-
Notifications
You must be signed in to change notification settings - Fork 164
Description
Describe the bug
When using uni-mol2, I observed that the molecular representation results differ when processing molecules in a batch versus processing them individually. The results are inconsistent for the same molecule, except for the molecule with the longest atom count in the batch.
Since batch inference requires padding all inputs to the maximum length, I suspect that the longer molecules force the smaller ones to extend with padding tokens, but these tokens are not being correctly masked during the self-attention mechanism.
Debugging & Analysis:
I debugged the code and traced the issue to unimol_tools.models.transformersv2.py. Specifically, inside the forward method of class TransformerEncoderLayerV2, during the first self-attention operation:
self.self_attn(
x,
x,
x,
pair=pair,
mask=self_attn_mask,
)
I found that the representation x for the same molecule diverges after this step when comparing batch mode vs. single mode. Furthermore, during batch input, even when padding tokens are present, the self_attn_mask remains a matrix of all zeros. This indicates that the padding tokens are not being masked out effectively.
The self_attn_mask is defined in unimol_tools.models.unimolv2.UniMolV2Model.forward as:
attn_mask = attn_bias.clone()
However, attn_bias originates from get_graph_features in unimol_tools.data.conformer.py, where it is defined as:
feat["attn_bias"] = np.zeros((mask.sum() + 1, mask.sum() + 1), dtype=np.float32)
This initializes it as all zeros by default, ignoring the padding requirements for batch processing.
Proposed Solution:
I believe the issue lies in attn_mask = attn_bias.clone(). I modified the code to explicitly handle masking for padding tokens:
attn_mask = torch.cat([torch.ones(atom_mask.size(0), 1).to(atom_mask.device), atom_mask.clone()], dim=1)
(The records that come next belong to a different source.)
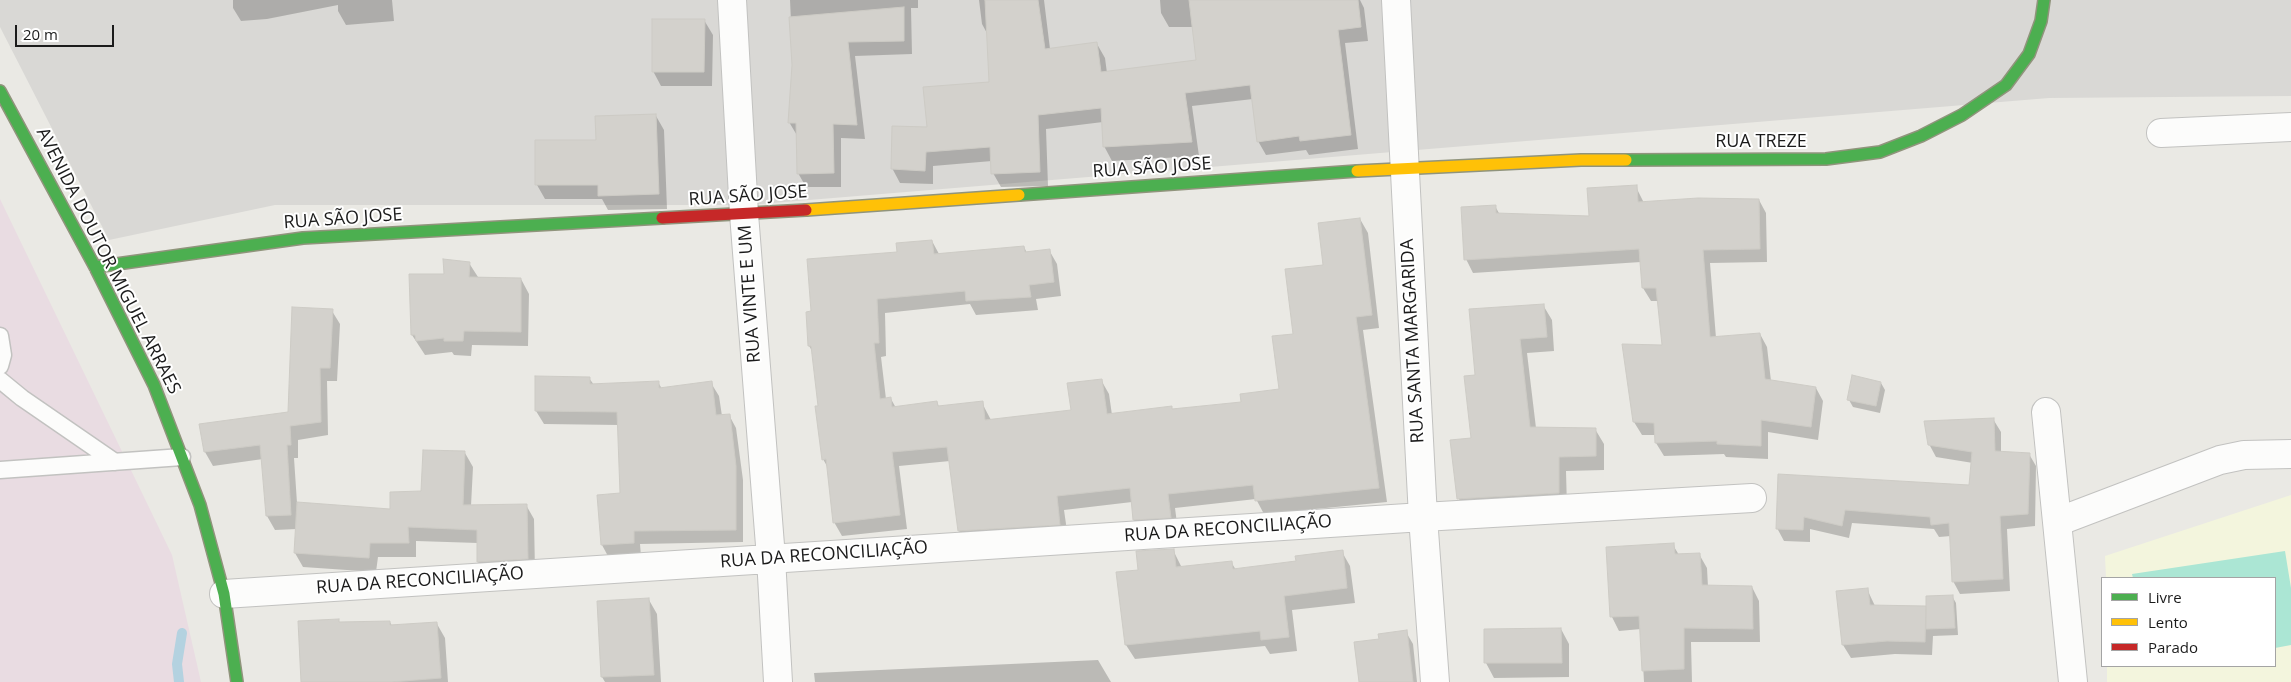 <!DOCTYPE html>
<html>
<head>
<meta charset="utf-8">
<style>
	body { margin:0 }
	#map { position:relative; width:2291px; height:682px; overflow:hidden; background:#eae9e4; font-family:"Open Sans",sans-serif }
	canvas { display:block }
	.legend { position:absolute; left:2101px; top:577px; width:175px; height:90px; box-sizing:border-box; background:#fff; border:1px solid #a4a4a4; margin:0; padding:6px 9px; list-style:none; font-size:15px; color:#1b1b1b }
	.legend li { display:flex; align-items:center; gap:10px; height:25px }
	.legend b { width:25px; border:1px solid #a4a4a4 }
	.scale { position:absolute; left:15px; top:25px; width:99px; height:22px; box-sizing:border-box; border:2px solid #1b1b1b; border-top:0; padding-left:6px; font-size:15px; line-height:18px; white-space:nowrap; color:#1b1b1b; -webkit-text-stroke:4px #fff; paint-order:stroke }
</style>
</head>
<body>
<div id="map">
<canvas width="2291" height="682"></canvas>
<ul class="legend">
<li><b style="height:6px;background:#4caf50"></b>Livre</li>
<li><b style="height:6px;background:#ffc107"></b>Lento</li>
<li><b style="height:6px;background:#c62828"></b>Parado</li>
</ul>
<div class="scale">20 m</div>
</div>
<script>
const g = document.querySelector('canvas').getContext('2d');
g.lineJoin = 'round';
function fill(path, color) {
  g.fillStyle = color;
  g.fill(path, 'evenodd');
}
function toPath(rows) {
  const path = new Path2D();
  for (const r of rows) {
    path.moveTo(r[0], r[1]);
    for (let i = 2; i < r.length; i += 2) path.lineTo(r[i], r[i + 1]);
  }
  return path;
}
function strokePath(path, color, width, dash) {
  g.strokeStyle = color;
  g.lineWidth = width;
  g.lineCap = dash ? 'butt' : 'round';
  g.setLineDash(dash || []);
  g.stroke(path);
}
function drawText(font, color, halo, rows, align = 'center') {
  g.font = font + ' "Open Sans",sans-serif';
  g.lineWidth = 4;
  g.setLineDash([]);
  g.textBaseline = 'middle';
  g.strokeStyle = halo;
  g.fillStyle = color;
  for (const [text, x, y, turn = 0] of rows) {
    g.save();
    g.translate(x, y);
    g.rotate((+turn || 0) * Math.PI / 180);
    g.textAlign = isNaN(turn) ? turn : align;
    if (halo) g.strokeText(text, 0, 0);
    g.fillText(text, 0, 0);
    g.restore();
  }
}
fill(toPath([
	[0,0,2291,0,2291,96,2049,98,748,205,275,205,109,240,0,27]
]), '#d9d8d5');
fill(toPath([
	[0,199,172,555,201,682,0,682]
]), '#e9dce2');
fill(toPath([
	[2291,495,2291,682,2107,682,2107,666,2275,666,2275,578,2106,578,2105,556]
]), '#f3f5dd');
fill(toPath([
	[2285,551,2291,588,2291,645,2275,648,2275,578,2133,578,2132,574]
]), '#abe6d4');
fill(toPath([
	[233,0,392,0,394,21,346,25,338,11,338,5,267,19,241,21,233,8],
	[790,0,918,0,918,8,911,8,912,54,855,56,865,139,841,138,841,187,806,187,798,173,798,137,789,122,793,65],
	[979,0,1044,0,1050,49,1097,44,1105,58,1107,73,1198,62,1194,27,1169,27,1161,13,1160,0,1360,0,1364,8,1368,41,1345,43,1358,149,1309,155,1306,150,1266,155,1258,141,1253,99,1192,106,1199,156,1112,161,1104,146,1103,122,1046,129,1048,186,1001,187,993,173,992,161,933,166,933,184,900,183,892,168,928,128,990,83,988,35,982,24],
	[704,20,713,35,712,86,661,86,653,71],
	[656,116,664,130,667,209,608,210,602,199,545,199,537,185,598,142],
	[1636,187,1644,203,1759,200,1766,213,1767,262,1710,263,1716,338,1760,334,1767,347,1771,381,1816,388,1823,401,1818,440,1768,432,1768,459,1726,457,1724,454,1664,456,1656,443,1656,435,1642,435,1634,422,1663,346,1659,301,1651,301,1643,288,1641,262,1473,273,1466,259,1495,206,1500,215,1590,218],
	[1360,219,1368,233,1379,328,1363,330,1387,502,1264,514,1256,499,1175,508,1178,531,1142,533,1134,520,1132,502,1064,510,1068,538,967,545,959,531,950,461,899,466,907,529,842,536,834,522,828,468,823,459,820,407,813,352,809,346,812,313,898,253,932,241,939,254,1024,247,1027,253,1049,250,1057,264,1061,296,1036,299,1038,310,976,315,970,304,885,313,886,356,881,357,886,399,891,399,896,408,937,402,939,407,982,403,991,420,1072,412,1101,380,1109,394,1112,415,1173,411,1243,403,1280,391,1294,335,1324,266],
	[469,263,478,277,521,279,529,294,528,346,472,345,471,356,454,355,452,352,425,355,412,335,445,275],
	[1543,305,1552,320,1554,351,1527,353,1536,428,1595,429,1604,444,1604,470,1566,471,1567,508,1467,513,1459,499,1452,442,1473,439,1476,376],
	[332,311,340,324,337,381,327,381,328,435,298,440,298,458,294,458,297,503,391,510,422,492,465,453,473,467,471,506,526,505,534,519,535,572,486,576,478,562,478,543,416,541,416,557,378,557,376,572,303,567,295,553,297,529,275,530,267,516,263,459,213,466,205,452,201,425,289,413],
	[536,377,589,378,594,385,658,382,662,389,711,383,719,396,722,416,729,415,736,428,743,480,743,542,640,544,641,556,609,558,602,545,621,494,619,425,544,424,536,411],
	[1881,383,1885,390,1880,413,1853,407,1849,400],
	[1993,419,2001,432,2001,453,2029,454,2036,466,2035,526,2007,529,2010,591,1960,594,1953,581,1951,536,1939,537,1934,529,1852,523,1849,538,1810,529,1810,542,1784,541,1777,528,1779,475,1970,486,1973,463,1936,457,1929,444],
	[1673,545,1679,555,1699,554,1707,568,1708,587,1752,587,1759,601,1760,642,1691,642,1692,682,1644,682,1641,629,1619,631,1612,617,1608,548],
	[1173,550,1182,568,1231,562,1236,570,1297,562,1342,552,1350,566,1355,603,1292,610,1297,651,1270,654,1265,646,1135,659,1126,645,1117,573,1140,571],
	[1867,589,1875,606,1925,607,1927,609,1952,596,1956,603,1958,635,1933,636,1932,655,1895,654,1851,658,1843,645,1837,592],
	[649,600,657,614,661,682,605,682,602,677],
	[338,620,340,623,390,622,392,626,437,624,445,638,448,682,303,682],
	[1561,629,1569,644,1569,677,1494,678,1486,663,1485,630],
	[1406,632,1413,644,1417,682,1360,682,1380,640],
	[1098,660,1111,682,815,682,814,673]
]), '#0003');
strokePath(toPath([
	[179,682,177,664,182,633]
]), '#b4d2e0', 10);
const building = toPath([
	[985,0,1038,0,1045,49,1097,42,1101,72,1196,60,1189,0,1358,0,1361,27,1338,30,1351,135,1300,141,1299,136,1257,142,1250,85,1185,93,1192,142,1103,147,1101,108,1038,115,1040,172,991,174,990,147,926,152,925,171,891,169,892,126,927,127,923,87,989,82,985,0],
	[904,7,904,41,848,42,857,125,833,124,834,173,797,174,796,123,788,123,792,65,789,17,904,7],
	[652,19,705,19,704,72,652,72,652,19],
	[656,114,659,194,598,196,598,185,535,185,535,140,596,140,595,116,656,114],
	[1637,185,1638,202,1698,198,1759,199,1760,249,1703,250,1710,337,1760,333,1765,379,1816,387,1811,427,1761,420,1761,446,1717,444,1717,441,1655,443,1654,423,1633,422,1622,344,1662,345,1656,288,1642,288,1639,249,1464,260,1461,207,1496,205,1496,213,1589,216,1587,188,1637,185],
	[1360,218,1372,315,1356,317,1379,488,1255,501,1253,485,1168,494,1171,518,1133,520,1130,488,1057,496,1060,525,958,531,947,447,892,452,900,515,833,523,826,459,822,460,815,406,818,406,811,346,808,346,806,312,811,311,807,259,897,252,896,243,932,240,934,254,1024,246,1025,252,1050,249,1054,282,1029,285,1031,297,966,301,965,291,877,299,879,343,874,343,880,399,891,397,892,407,937,401,938,406,983,401,985,420,1071,410,1067,383,1102,379,1107,414,1172,406,1172,409,1241,402,1240,394,1279,389,1272,336,1293,334,1285,269,1323,265,1318,223,1360,218],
	[443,259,470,262,469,277,521,278,521,332,464,331,463,341,444,341,444,338,416,341,415,335,411,335,409,274,444,274,443,259],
	[1544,304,1547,337,1520,339,1530,427,1596,428,1596,456,1559,457,1559,493,1457,499,1450,440,1471,438,1464,376,1475,375,1469,309,1544,304],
	[292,307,333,309,330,368,320,368,321,422,290,426,291,445,287,445,291,515,266,516,260,445,204,452,199,424,288,412,292,307],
	[1852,375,1881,382,1876,406,1847,400,1852,375],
	[535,376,590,377,590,384,659,381,659,388,712,381,716,415,730,414,736,466,736,530,634,531,634,543,601,545,597,495,620,493,617,412,535,411,535,376],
	[1994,418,1995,451,2030,453,2028,514,2000,516,2003,579,1952,582,1949,523,1931,525,1930,517,1845,510,1842,526,1804,517,1803,530,1776,529,1778,474,1969,485,1972,452,1928,445,1924,421,1994,418],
	[423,450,465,451,463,505,527,504,528,559,477,562,477,530,408,527,409,543,370,543,369,558,294,553,297,502,390,509,390,492,421,491,423,450],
	[1674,543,1675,554,1700,553,1702,585,1752,586,1753,629,1684,628,1684,669,1642,671,1639,616,1610,617,1606,547,1674,543],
	[1174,549,1176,567,1232,561,1233,569,1296,561,1295,556,1343,550,1347,588,1284,596,1289,637,1261,640,1260,631,1125,645,1116,572,1138,570,1136,551,1174,549],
	[1868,588,1870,605,1926,606,1925,642,1887,641,1842,645,1836,591,1868,588],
	[1953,595,1955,628,1926,629,1926,596,1953,595],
	[649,598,654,675,601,677,597,601,649,598],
	[339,619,339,622,390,621,390,625,437,622,441,678,391,682,301,682,298,621,339,619],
	[1561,628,1562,663,1484,663,1484,629,1561,628],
	[1407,630,1413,682,1359,682,1354,642,1379,639,1378,634,1407,630]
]);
fill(building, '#d3d1cc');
strokePath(building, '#cdcbc5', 1);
const lane = toPath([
	[0,336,3,355,0,366],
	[0,380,22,398,115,462],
	[0,470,182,457]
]);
const street = toPath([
	[732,0,744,214,771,558,778,682],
	[1396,0,1423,517,1435,682],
	[2161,133,2291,127],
	[2046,412,2073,682],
	[2057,522,2220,460,2244,455,2291,454],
	[224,594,1423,517,1752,498]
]);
const fast = toPath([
	[0,91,95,267,154,385,200,505,224,594,237,682],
	[1626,160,1826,159,1880,152,1921,136,1962,115,2006,85,2029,54,2041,21,2044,0],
	[1019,195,1357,171],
	[95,267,303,238,662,218]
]);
const slow = toPath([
	[1357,171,1581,160,1626,160],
	[806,210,1019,195]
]);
const jam = toPath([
	[662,218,806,210]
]);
strokePath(lane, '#c2c2c0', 19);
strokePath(street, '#c2c2c0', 30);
strokePath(fast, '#90947c', 14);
strokePath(slow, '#90947c', 14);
strokePath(jam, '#90947c', 14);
strokePath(lane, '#fcfcfb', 16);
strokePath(street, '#fcfcfb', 28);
strokePath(fast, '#4caf50', 11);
strokePath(slow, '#ffc107', 11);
strokePath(jam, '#c62828', 11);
drawText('18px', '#1b1b1b', '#fff', [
	["RUA TREZE",1761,142],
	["RUA SÃO JOSE",1152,168,-4],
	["RUA SÃO JOSE",748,196,-4],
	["RUA SÃO JOSE",343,219,-4],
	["AVENIDA DOUTOR MIGUEL ARRAES",108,261,63],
	["RUA VINTE E UM",750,294,-94],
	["RUA SANTA MARGARIDA",1413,341,-93],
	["RUA DA RECONCILIAÇÃO",1228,529,-4],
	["RUA DA RECONCILIAÇÃO",824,555,-4],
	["RUA DA RECONCILIAÇÃO",420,581,-4]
]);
</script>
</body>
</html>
attn_mask.masked_fill_(attn_mask.logical_not(), float("-inf"))
attn_mask = attn_mask.unsqueeze(1).repeat(1, attn_mask.size(1), 1)
After applying this fix, the inconsistency issue was resolved (remaining minor numerical differences appear related to op_mask and op_norm operation ?).
Thank you for looking into this.
Uni-Mol Version
Uni-Mol2
Expected behavior
The molecular representations obtained during batch inference should be consistent with those obtained during single-sample inference. The presence of padding tokens in a batch should not affect the embeddings of other molecules.
To Reproduce
from unimol_tools import UniMolRepr
clf = UniMolRepr(data_type='molecule',
remove_hs=False,
model_name='unimolv2', # avaliable: unimolv1, unimolv2
model_size='164m', # work when model_name is unimolv2. avaliable: 84m, 164m, 310m, 570m, 1.1B.
)
# batch smiles unimol representation
l = ['C(CC(O)(P(=O)(O)O)P(=O)(O)[O-])CN.O.O.O.[Na+]','c1ccc(cc1)C2=NCC(=O)Nc3c2cc(cc3)[N+](=O)[O]']
r = clf.get_repr(l)
print(r[0][:4])
#single smiles unimol representation
l = ['C(CC(O)(P(=O)(O)O)P(=O)(O)[O-])CN.O.O.O.[Na+]']
r = clf.get_repr(l)
print(r[0][:4])
The output before fixing the mask problem
[ -9.299404 15.081673 -25.31543 -11.924848]
[ -7.4061403 17.232798 -15.8836975 -4.884043 ]
The output after fixing the mask problem
[ -7.503006 17.204712 -15.879755 -4.7829766]
[ -7.4061403 17.232798 -15.883697 -4.884042 ]
fixed content: change "attn_mask = attn_bias.clone()" to:
attn_mask = torch.cat([torch.ones(atom_mask.size(0), 1).to(atom_mask.device), atom_mask.clone()],dim=1)
attn_mask.masked_fill_(attn_mask.logical_not(), float("-inf"))
attn_mask = attn_mask.unsqueeze(1).repeat(1, attn_mask.size(1),1)
Environment
Ubuntu 24.04.2 LTS
Additional Context
While this fixes the inference logic, I am unsure if the released pre-trained models were trained with this bug present (i.e., trained in batches without proper masking). If so, this fix might affect compatibility with the pre-trained weights.